La propensione delle aziende all’endpoint protection è un trend in crescita. Forrester, nel suo rapporto The State of Endpoint Security 2019 ha calcolato che il 9% del budget globale riferito all’IT security l’anno scorso è stato destinato alla sicurezza degli endpoint, prevedendo un aumento che dovrebbe attestarsi attorno al 10%. Un dato che, tuttavia, non poteva tenere conto degli stravolgimenti causati dall’epidemia da coronavirus che avranno un impatto significativo proprio su una maggiore attenzione nel proteggere da minacce lato client. Il proliferare degli accessi in remote working, infatti, ha spostato l’asse dell’attenzione sull’endpoint protection come elemento da integrare maggiormente all’interno di una strategia complessiva della sicurezza aziendale che comprende la difesa di applicazioni e infrastrutture da possibili violazioni. Ma la tendenza all’integrazione delle soluzioni di security era già stata registrata da Forrester, insieme a quella sempre più marcata a ricorrere a managed service provider per un approccio non frammentato nell’endpoint protection.
La scelta di affidare a service provider l’endoint protection oggi è dettata da criteri economici e funzionali. Sebbene il mercato offra un’ampia gamma di suite allo scopo, spesso hanno lo svantaggio di non dialogare con gli altri strumenti di protezione esistenti in azienda o di risultare inadeguati per via di una loro rapida obsolescenza.
Secondo il Ponemon Institute, nel 2019 ben il 68% delle aziende è stato vittima di attacchi agli endpoint. In precedenza, lo stesso istituto aveva rivelato che la vulnerabilità derivava da approcci molto diversi nell’edpoint protection da parte delle organizzazioni: il 76% usava antivirus, il 57% gestiva le patch, mentre percentuali minori avevano adottato soluzioni EDR (endpoint detection and response) o antivirus di ultima generazione con tecnologia di machine learning e UBA (user behavioral analysis). A fronte dei costi affrontati, l’efficacia dell’endpoint protection non era risultata all’altezza. Basti pensare al fenomeno dei “falsi positivi” frutto di software UBA implementati senza competenze specifiche.
I service provider colmano i gap indicati sopra poiché hanno skill specifiche e risorse dedicate all’endpoint management in generale e all’endpoint protection in particolare. Ciò significa che rispondono nativamente all’esigenza di integrazione di patch e sicurezza a 360 gradi, introducendo economie di scala che rendono più conveniente il loro intervento, oltre che più efficace nel contrastare attacchi sempre più aggressivi (zero-day malware, fileless attack ecc.). Partendo, perciò, da un inventario centralizzato dell’hardware e del software in dotazione, i service provider anzitutto governano gli accessi con sistemi di autenticazione rigorosa che mitigano il rischio di accessi indebiti.
In secondo luogo, i service provider bilanciano l’utilizzo dei device di proprietà aziendale con quelli adoperati in modalità BYOD (bring your own device), circoscrivendo app e dati aziendali rispetto a quelli personali. In terzo luogo, la loro gestione unificata guida meccanismi di ottimizzazione nell’acquisto delle licenze (license metering) e nella loro distribuzione sui vari dispositivi che coinvolge tutto il parco applicativo.
Le criticità su cui talvolta i reparti IT delle aziende hanno difficoltà a porre rimedio dipendono dalla pluralità di licenze da amministrare su più device nonché da uno scenario continuamente nuovo di cyber attack. Il fattore aggiunto di un service provider, perciò, deriva da una visione completa, che si traduce in monitoraggio e controllo costanti, di tutto l’universo degli endpoint che ruota attorno all’organizzazione.

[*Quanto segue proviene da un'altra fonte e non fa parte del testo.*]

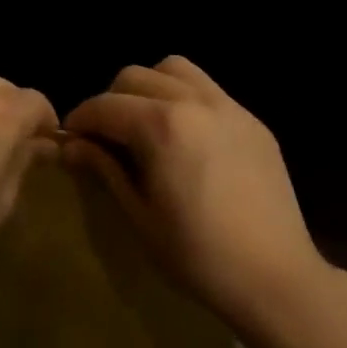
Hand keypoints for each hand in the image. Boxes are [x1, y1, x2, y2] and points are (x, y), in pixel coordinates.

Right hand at [62, 56, 326, 329]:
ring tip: (147, 124)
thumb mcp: (140, 217)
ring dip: (150, 87)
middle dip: (112, 101)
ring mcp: (227, 106)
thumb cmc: (199, 257)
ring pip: (174, 69)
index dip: (80, 119)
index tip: (70, 139)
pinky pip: (208, 89)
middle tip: (107, 137)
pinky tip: (187, 137)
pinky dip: (185, 97)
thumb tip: (71, 145)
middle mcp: (193, 101)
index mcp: (161, 126)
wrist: (277, 278)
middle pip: (135, 77)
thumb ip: (104, 170)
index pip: (105, 106)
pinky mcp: (252, 119)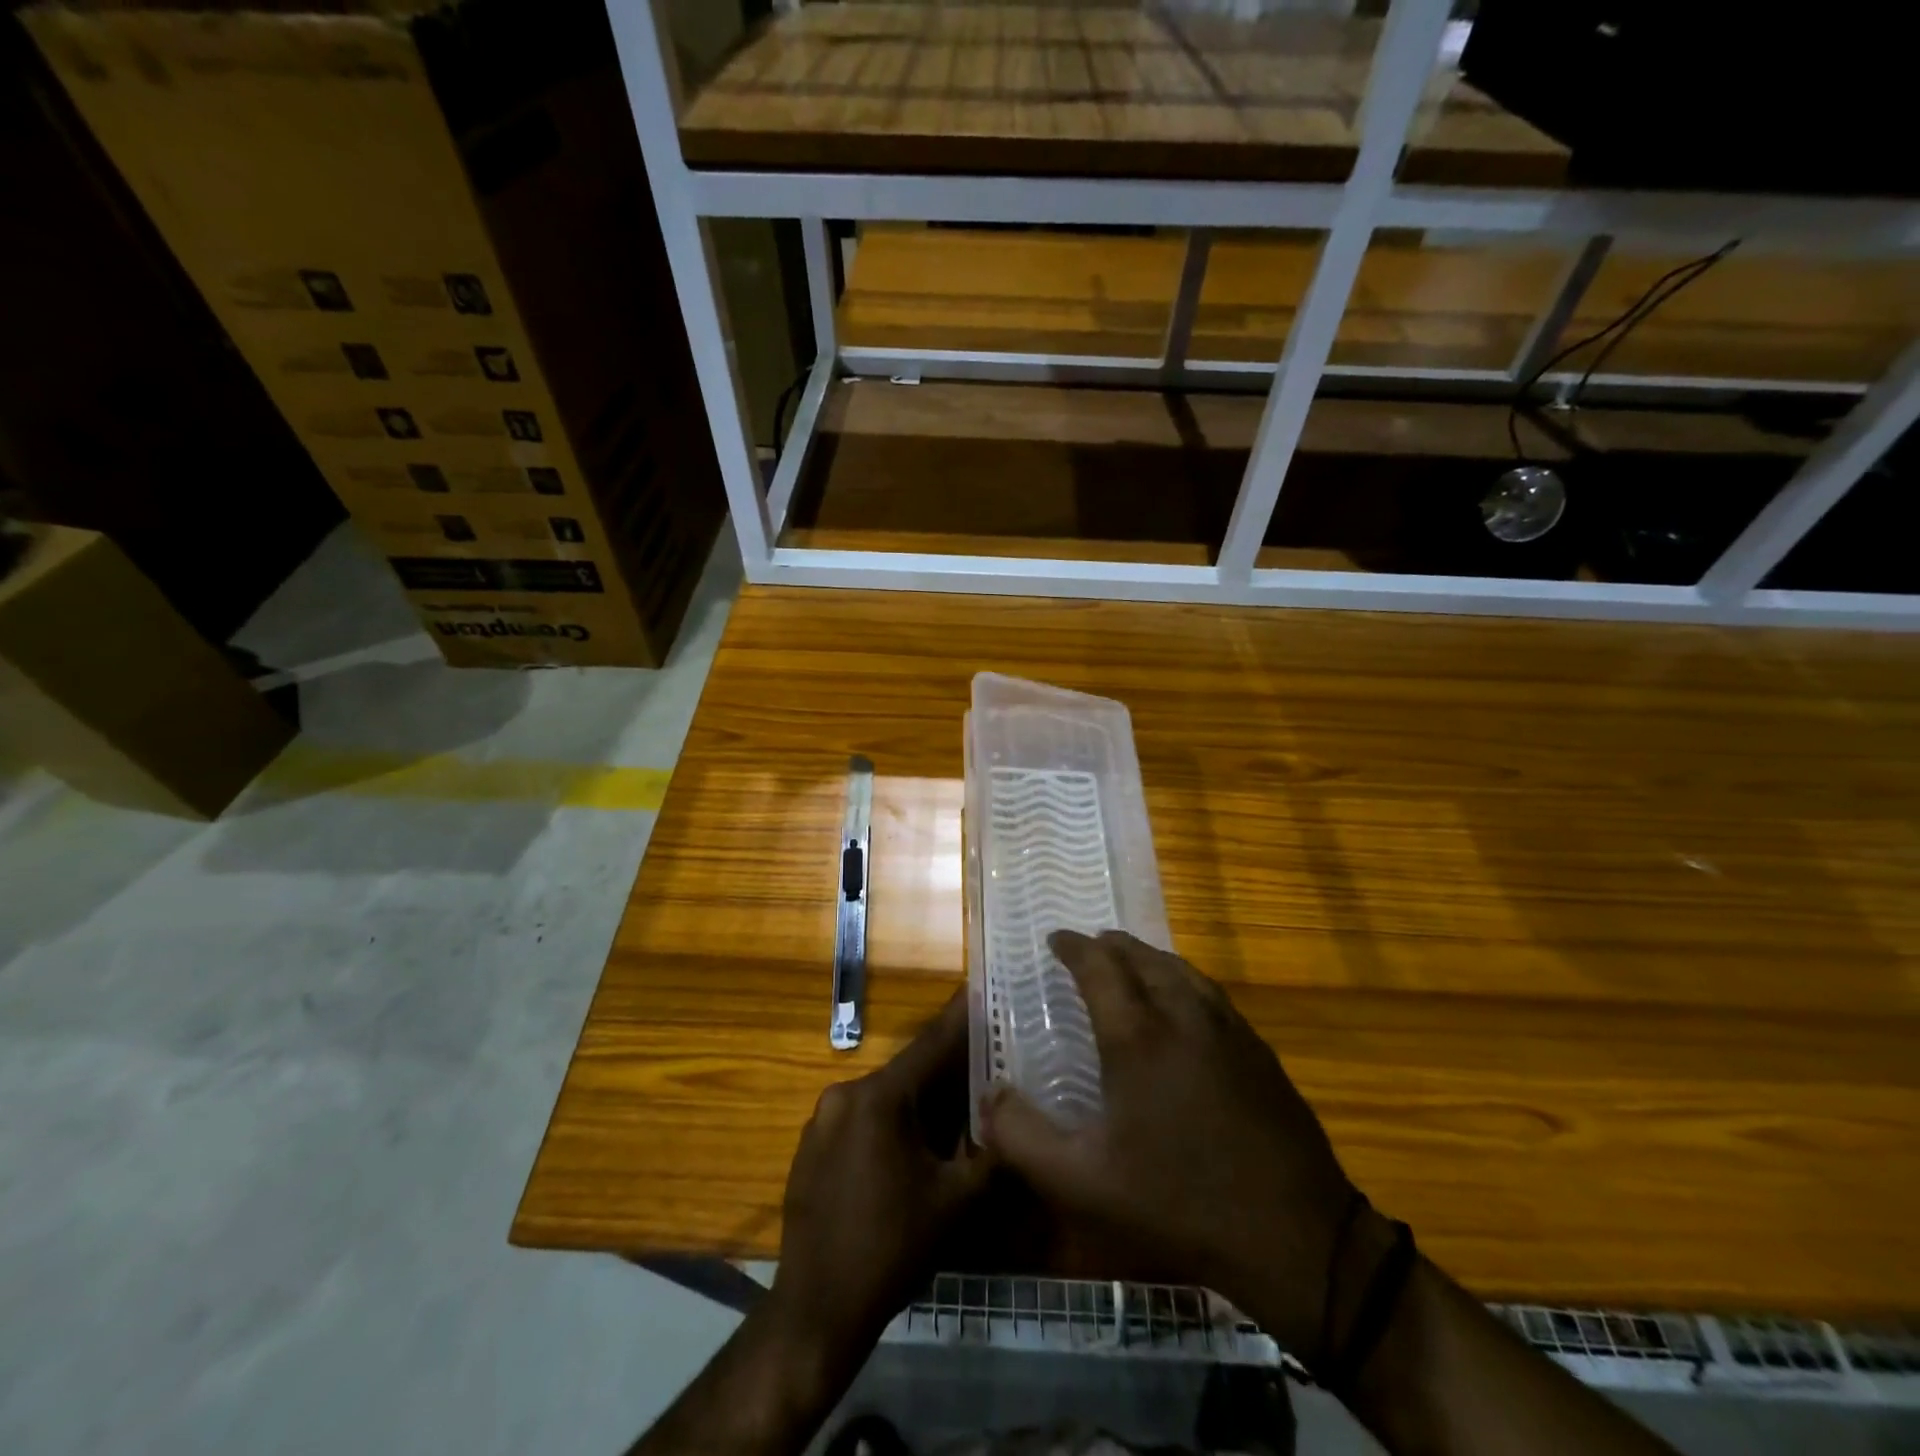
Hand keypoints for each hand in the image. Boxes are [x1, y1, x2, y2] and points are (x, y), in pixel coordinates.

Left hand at [770, 991, 992, 1363]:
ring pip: (885, 1095)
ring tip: (954, 1109)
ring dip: (918, 1100)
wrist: (817, 1309)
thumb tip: (1013, 1121)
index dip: (960, 1018)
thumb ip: (991, 1153)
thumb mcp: (956, 1203)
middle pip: (909, 1071)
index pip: (931, 1044)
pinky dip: (890, 1121)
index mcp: (880, 1097)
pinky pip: (862, 1118)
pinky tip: (910, 1148)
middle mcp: (846, 1093)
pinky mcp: (812, 1145)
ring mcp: (823, 1118)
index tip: (981, 989)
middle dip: (946, 1070)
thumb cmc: (892, 1249)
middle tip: (983, 1065)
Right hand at [977, 930, 1364, 1361]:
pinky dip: (1183, 980)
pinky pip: (1210, 994)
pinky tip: (1184, 1004)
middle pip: (1143, 957)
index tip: (1054, 939)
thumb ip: (1022, 1138)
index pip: (1099, 967)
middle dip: (1111, 945)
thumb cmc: (1178, 1203)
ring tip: (1131, 963)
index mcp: (1138, 1035)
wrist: (1296, 1237)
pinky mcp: (1259, 1052)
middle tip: (1088, 946)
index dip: (1073, 947)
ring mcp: (1229, 1030)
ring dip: (1149, 958)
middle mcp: (1184, 1015)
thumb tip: (988, 1096)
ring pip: (1182, 970)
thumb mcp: (1083, 1182)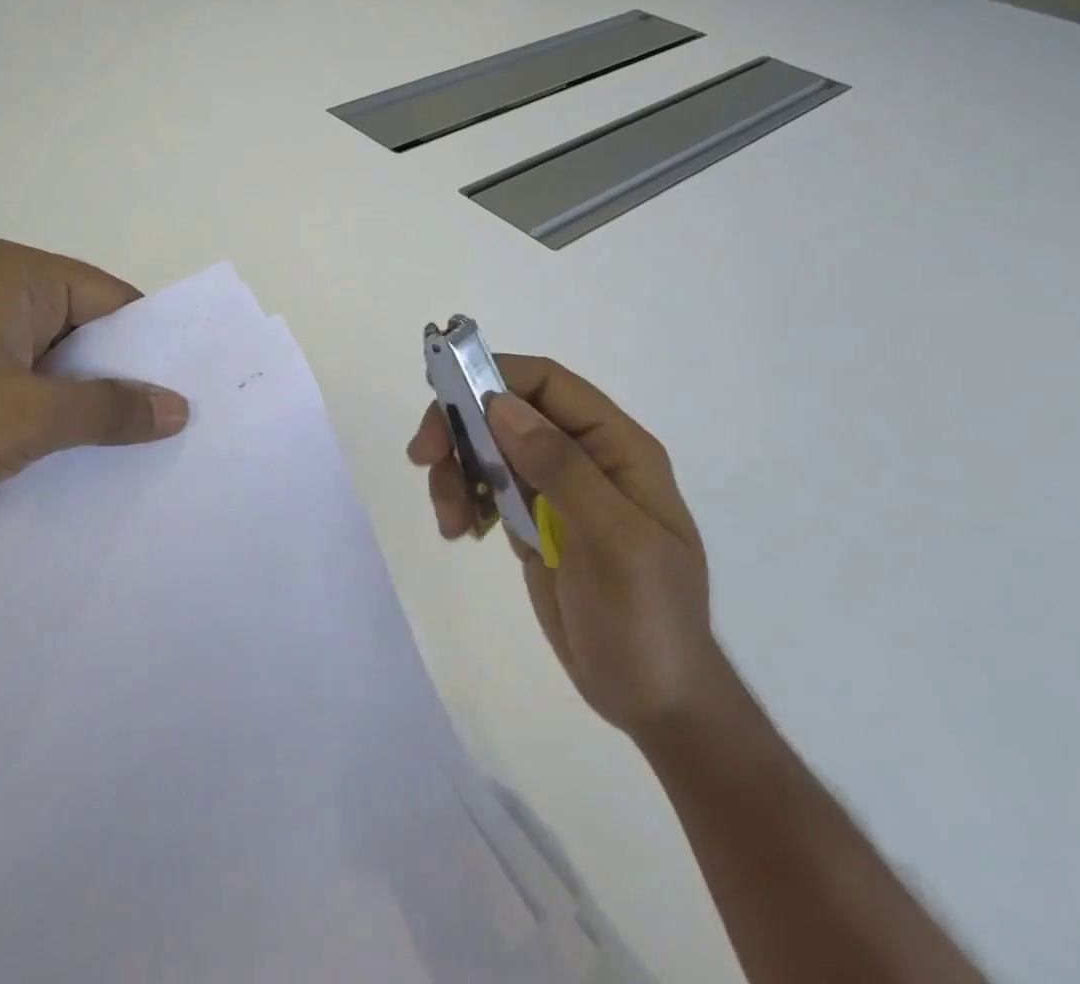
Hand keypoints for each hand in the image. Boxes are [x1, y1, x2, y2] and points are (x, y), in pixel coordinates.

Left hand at [0, 240, 188, 537]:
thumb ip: (109, 410)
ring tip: (124, 443)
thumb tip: (178, 407)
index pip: (113, 300)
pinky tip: (60, 449)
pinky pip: (13, 376)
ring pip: (48, 356)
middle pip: (83, 326)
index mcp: (17, 275)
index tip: (186, 392)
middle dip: (118, 375)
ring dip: (78, 396)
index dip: (152, 346)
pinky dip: (40, 407)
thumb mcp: (26, 419)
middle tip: (166, 424)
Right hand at [408, 356, 723, 739]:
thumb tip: (500, 404)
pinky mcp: (534, 521)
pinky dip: (463, 498)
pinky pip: (486, 487)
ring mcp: (556, 490)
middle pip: (507, 412)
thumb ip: (561, 469)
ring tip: (449, 522)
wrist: (655, 702)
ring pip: (489, 448)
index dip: (494, 377)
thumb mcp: (614, 542)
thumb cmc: (646, 620)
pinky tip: (459, 531)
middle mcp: (584, 457)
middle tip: (424, 460)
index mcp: (616, 447)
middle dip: (461, 427)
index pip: (548, 384)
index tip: (444, 399)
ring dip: (456, 472)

Per quanto riguarda l’endpoint protection, questo significa una gestione proattiva delle vulnerabilità, aggiornamenti over-the-air del software, modelli di patch management che includono tutte le postazioni di lavoro, impostazione di blocchi contro eventi minacciosi, deployment remoto e gestione delle autorizzazioni. A questo si aggiunge la sicurezza di rete, il backup e le attività di data loss prevention (DLP) che impediscono l’accesso agli endpoint in caso di furto o smarrimento del device. L’endpoint protection, così, invece di essere un onere a carico dell’azienda, diventa un servizio con SLA (service level agreement) concordati in cui sono previsti anche assistenza e supporto tecnico.